_DIRECTIONS_
Print the records again, matching each line exactly.
EXCERPTED RECORDS Block Start
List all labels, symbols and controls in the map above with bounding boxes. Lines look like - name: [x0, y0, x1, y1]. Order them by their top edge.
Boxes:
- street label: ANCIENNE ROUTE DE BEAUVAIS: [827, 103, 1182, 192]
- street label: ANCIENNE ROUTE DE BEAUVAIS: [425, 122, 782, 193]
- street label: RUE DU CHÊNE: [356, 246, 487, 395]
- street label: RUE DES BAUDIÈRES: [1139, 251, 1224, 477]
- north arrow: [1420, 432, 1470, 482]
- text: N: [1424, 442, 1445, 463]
EXCERPTED RECORDS Block End
_SOLUTION TO THE PROBLEM_
List all labels, symbols and controls in the map above with bounding boxes. Lines look like - name: [x0, y0, x1, y1]. Order them by their top edge.
Boxes:
- street label: ANCIENNE ROUTE DE BEAUVAIS: [827, 103, 1182, 192]
- street label: ANCIENNE ROUTE DE BEAUVAIS: [425, 122, 782, 193]
- street label: RUE DU CHÊNE: [356, 246, 487, 395]
- street label: RUE DES BAUDIÈRES: [1139, 251, 1224, 477]
- north arrow: [1420, 432, 1470, 482]
- text: N: [1424, 442, 1445, 463]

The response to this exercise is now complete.